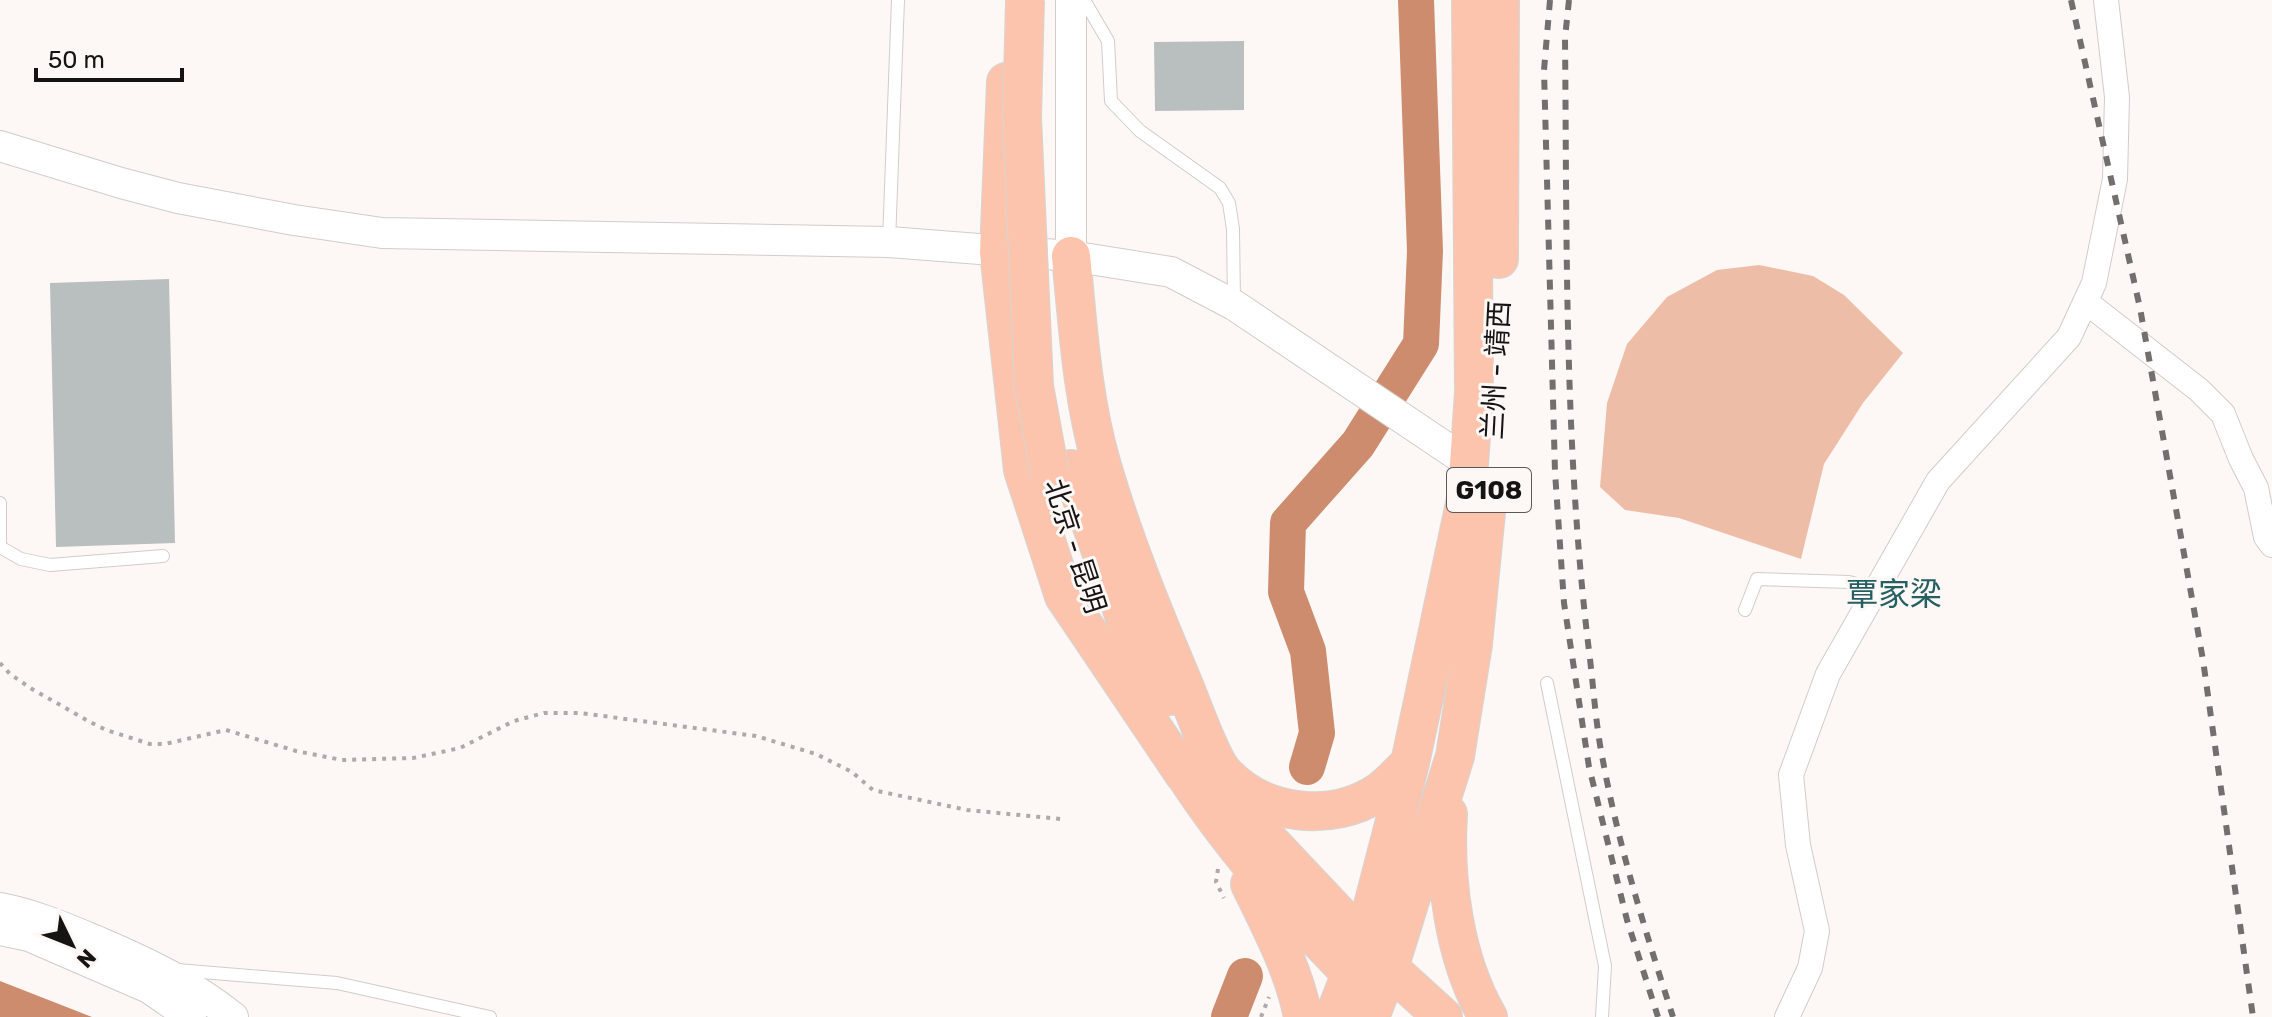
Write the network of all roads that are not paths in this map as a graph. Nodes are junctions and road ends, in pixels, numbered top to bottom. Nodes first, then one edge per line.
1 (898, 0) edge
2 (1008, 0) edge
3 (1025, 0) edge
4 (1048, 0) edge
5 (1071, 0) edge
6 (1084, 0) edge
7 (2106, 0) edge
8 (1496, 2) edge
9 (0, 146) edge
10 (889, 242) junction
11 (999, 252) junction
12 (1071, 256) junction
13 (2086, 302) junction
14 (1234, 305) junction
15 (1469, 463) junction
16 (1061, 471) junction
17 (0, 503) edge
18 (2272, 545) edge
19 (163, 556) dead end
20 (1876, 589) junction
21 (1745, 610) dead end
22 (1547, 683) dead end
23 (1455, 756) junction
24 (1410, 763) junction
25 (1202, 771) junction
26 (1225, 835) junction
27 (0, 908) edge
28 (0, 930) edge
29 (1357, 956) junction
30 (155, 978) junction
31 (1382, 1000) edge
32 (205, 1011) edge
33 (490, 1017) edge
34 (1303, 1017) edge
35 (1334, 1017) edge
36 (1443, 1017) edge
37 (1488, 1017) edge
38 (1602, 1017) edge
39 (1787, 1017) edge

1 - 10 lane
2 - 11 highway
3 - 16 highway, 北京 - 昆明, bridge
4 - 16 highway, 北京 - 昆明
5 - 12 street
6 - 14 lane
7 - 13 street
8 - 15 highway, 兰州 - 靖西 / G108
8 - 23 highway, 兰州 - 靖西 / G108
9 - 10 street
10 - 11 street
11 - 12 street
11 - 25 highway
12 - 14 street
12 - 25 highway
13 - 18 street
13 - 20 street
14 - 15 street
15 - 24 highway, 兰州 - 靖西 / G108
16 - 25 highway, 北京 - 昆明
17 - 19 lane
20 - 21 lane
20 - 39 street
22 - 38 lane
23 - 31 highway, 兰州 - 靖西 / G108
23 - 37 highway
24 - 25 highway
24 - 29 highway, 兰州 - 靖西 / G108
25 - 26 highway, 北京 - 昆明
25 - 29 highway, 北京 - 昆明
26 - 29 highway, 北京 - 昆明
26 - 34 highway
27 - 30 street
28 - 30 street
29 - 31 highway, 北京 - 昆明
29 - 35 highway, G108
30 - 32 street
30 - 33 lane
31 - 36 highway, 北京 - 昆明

_ _ _ _

■ ASSIGNMENT
All of the data above needs to be retyped exactly, with the pictures removed.

■ OUTPUT BELOW
Write the network of all roads that are not paths in this map as a graph. Nodes are junctions and road ends, in pixels, numbered top to bottom. Nodes first, then one edge per line.
1 (898, 0) edge
2 (1008, 0) edge
3 (1025, 0) edge
4 (1048, 0) edge
5 (1071, 0) edge
6 (1084, 0) edge
7 (2106, 0) edge
8 (1496, 2) edge
9 (0, 146) edge
10 (889, 242) junction
11 (999, 252) junction
12 (1071, 256) junction
13 (2086, 302) junction
14 (1234, 305) junction
15 (1469, 463) junction
16 (1061, 471) junction
17 (0, 503) edge
18 (2272, 545) edge
19 (163, 556) dead end
20 (1876, 589) junction
21 (1745, 610) dead end
22 (1547, 683) dead end
23 (1455, 756) junction
24 (1410, 763) junction
25 (1202, 771) junction
26 (1225, 835) junction
27 (0, 908) edge
28 (0, 930) edge
29 (1357, 956) junction
30 (155, 978) junction
31 (1382, 1000) edge
32 (205, 1011) edge
33 (490, 1017) edge
34 (1303, 1017) edge
35 (1334, 1017) edge
36 (1443, 1017) edge
37 (1488, 1017) edge
38 (1602, 1017) edge
39 (1787, 1017) edge

1 - 10 lane
2 - 11 highway
3 - 16 highway, 北京 - 昆明, bridge
4 - 16 highway, 北京 - 昆明
5 - 12 street
6 - 14 lane
7 - 13 street
8 - 15 highway, 兰州 - 靖西 / G108
8 - 23 highway, 兰州 - 靖西 / G108
9 - 10 street
10 - 11 street
11 - 12 street
11 - 25 highway
12 - 14 street
12 - 25 highway
13 - 18 street
13 - 20 street
14 - 15 street
15 - 24 highway, 兰州 - 靖西 / G108
16 - 25 highway, 北京 - 昆明
17 - 19 lane
20 - 21 lane
20 - 39 street
22 - 38 lane
23 - 31 highway, 兰州 - 靖西 / G108
23 - 37 highway
24 - 25 highway
24 - 29 highway, 兰州 - 靖西 / G108
25 - 26 highway, 北京 - 昆明
25 - 29 highway, 北京 - 昆明
26 - 29 highway, 北京 - 昆明
26 - 34 highway
27 - 30 street
28 - 30 street
29 - 31 highway, 北京 - 昆明
29 - 35 highway, G108
30 - 32 street
30 - 33 lane
31 - 36 highway, 北京 - 昆明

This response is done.